I'm trying to connect 2 drop-downs so in the first I show a list of countries and based on the selection of the country I show a list of the cities for the country selected.
I have my index.php file which load all the countries correctly as seen in this image:
Code to load my countries
<select name="country" id="country">
<?php
$db = pg_connect("$db_host $db_name $db_username $db_password");
$query = "SELECT country FROM countries";
$result = pg_query($query);
if (!$result) {
echo "Problem with query " . $query . "<br/>";
echo pg_last_error();
exit();
}
printf ("<option value=Select>Select a Country</option>");
while($myrow = pg_fetch_assoc($result)) {
printf ("<option value=$myrow[country]>$myrow[country]</option>");
}
?>
</select>
Now I'm trying to do the same based on the selection from the previous "Select" but it is not working. The issue I'm having is getting the value selected in the country select because if I hard-type a value of a country like: $query = "SELECT city FROM cities where country = Albania"; then it works. Also I tried to print the value of the country selected: (echo $selectedCountry;) and it not printing anything so I'm guessing neither $selectedCountry = $_GET['country']; or $selectedCountry = $_POST['country']; are getting the value of the country selected.

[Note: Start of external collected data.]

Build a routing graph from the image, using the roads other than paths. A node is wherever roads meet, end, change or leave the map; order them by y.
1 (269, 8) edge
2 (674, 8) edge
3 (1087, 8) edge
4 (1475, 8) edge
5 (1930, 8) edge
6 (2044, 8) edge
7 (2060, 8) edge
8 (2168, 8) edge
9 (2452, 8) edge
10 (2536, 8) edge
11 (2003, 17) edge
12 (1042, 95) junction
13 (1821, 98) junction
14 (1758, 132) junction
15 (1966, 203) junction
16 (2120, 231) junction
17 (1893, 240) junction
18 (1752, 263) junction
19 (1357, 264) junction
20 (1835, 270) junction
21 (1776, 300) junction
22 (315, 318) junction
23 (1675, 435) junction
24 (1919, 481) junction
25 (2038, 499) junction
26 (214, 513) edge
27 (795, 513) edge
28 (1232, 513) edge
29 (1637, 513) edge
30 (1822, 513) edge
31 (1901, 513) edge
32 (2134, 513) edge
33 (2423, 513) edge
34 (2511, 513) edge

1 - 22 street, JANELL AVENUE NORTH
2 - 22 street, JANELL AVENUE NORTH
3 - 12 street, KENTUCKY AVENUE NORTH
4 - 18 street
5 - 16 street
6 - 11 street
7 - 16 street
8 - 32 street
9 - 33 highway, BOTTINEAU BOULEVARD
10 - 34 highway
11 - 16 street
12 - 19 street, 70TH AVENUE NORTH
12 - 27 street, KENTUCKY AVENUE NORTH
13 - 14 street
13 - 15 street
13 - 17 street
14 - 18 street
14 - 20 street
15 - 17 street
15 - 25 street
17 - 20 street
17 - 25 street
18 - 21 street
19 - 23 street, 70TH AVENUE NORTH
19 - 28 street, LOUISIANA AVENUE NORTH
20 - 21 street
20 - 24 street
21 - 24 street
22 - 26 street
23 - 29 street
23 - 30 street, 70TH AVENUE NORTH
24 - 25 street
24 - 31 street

<select name="city" id="city">
<?php
$db = pg_connect("$db_host $db_name $db_username $db_password");
$selectedCountry = $_GET['country'];
$selectedCountry = $_POST['country'];
echo $selectedCountry;
$query = "SELECT city FROM cities where country = ' $selectedCountry '";
$result = pg_query($query);
if (!$result) {
echo "Problem with query " . $query . "<br/>";
echo pg_last_error();
exit();
}
printf ("<option value=Select>Select a City</option>");
while($myrow = pg_fetch_assoc($result)) {
printf ("<option value=$myrow[city]>$myrow[city]</option>");
}
?>
</select>
Thank you very much in advance
UPDATE
This is what I see in the first Load. Where the country Select is loaded with all the values as per the image above and the city Select is empty (Only the "Select a city" value) waiting to be loaded with the values depending on the country selection.
LAST UPDATE - From Borna Suggestion
Borna,
I've tried your suggestion, below the exact code that I'm using. Using two countries as example. However, the cities are empty the first load and when I select a country nothing loads in the city Select and I get the following screen. It seams that it is actually not calling/running the getCities.php:
Index.html
<!DOCTYPE html>
<html>
<head>
<script>
function populateCities(citiesSelectBoxOptions){
document.getElementById("city").innerHTML = citiesSelectBoxOptions;
}
function httpGetAsync(theUrl, callback)
{
alert(theUrl);
var xmlHttp = new XMLHttpRequest();
xmlHttp.onreadystatechange = function() {
if (xmlHttp.readyState == 4 && xmlHttp.status == 200)
callback(xmlHttp.responseText);
}
xmlHttp.open("GET", theUrl, true); // true for asynchronous
xmlHttp.send(null);
}
</script>
</head>
<body>
<select name="country" id="country" onchange="httpGetAsync('http://localhost/FillCity/getCities?country=' + this.value, populateCities)">
<option value="Angola">Angola</option>
<option value="Spain">Spain</option>
</select>
<select name="city" id="city">
</select>
</body>
</html>
getCities.php
<?php
include("config.php");
$db = pg_connect("$db_host $db_name $db_username $db_password");
$selectedCountry = $_GET['country'];
echo "country: " .$country;
$query = "SELECT city FROM cities where country = ' $selectedCountry '";
$result = pg_query($query);
if (!$result) {
echo "Problem with query " . $query . "<br/>";
echo pg_last_error();
exit();
}
printf ("<option value='Select'>Select a City</option>");
while($myrow = pg_fetch_assoc($result)) {
printf ("<option value='$myrow[city]'>$myrow[city]</option>");
}
?>
UPDATE
If I run http://localhost/FillCity/getCities?country=Spain this is what I get
If I run just http://localhost/FillCity/getCities.php I get: (I'm getting the word country because I place and echo $country in the code to see the country selected)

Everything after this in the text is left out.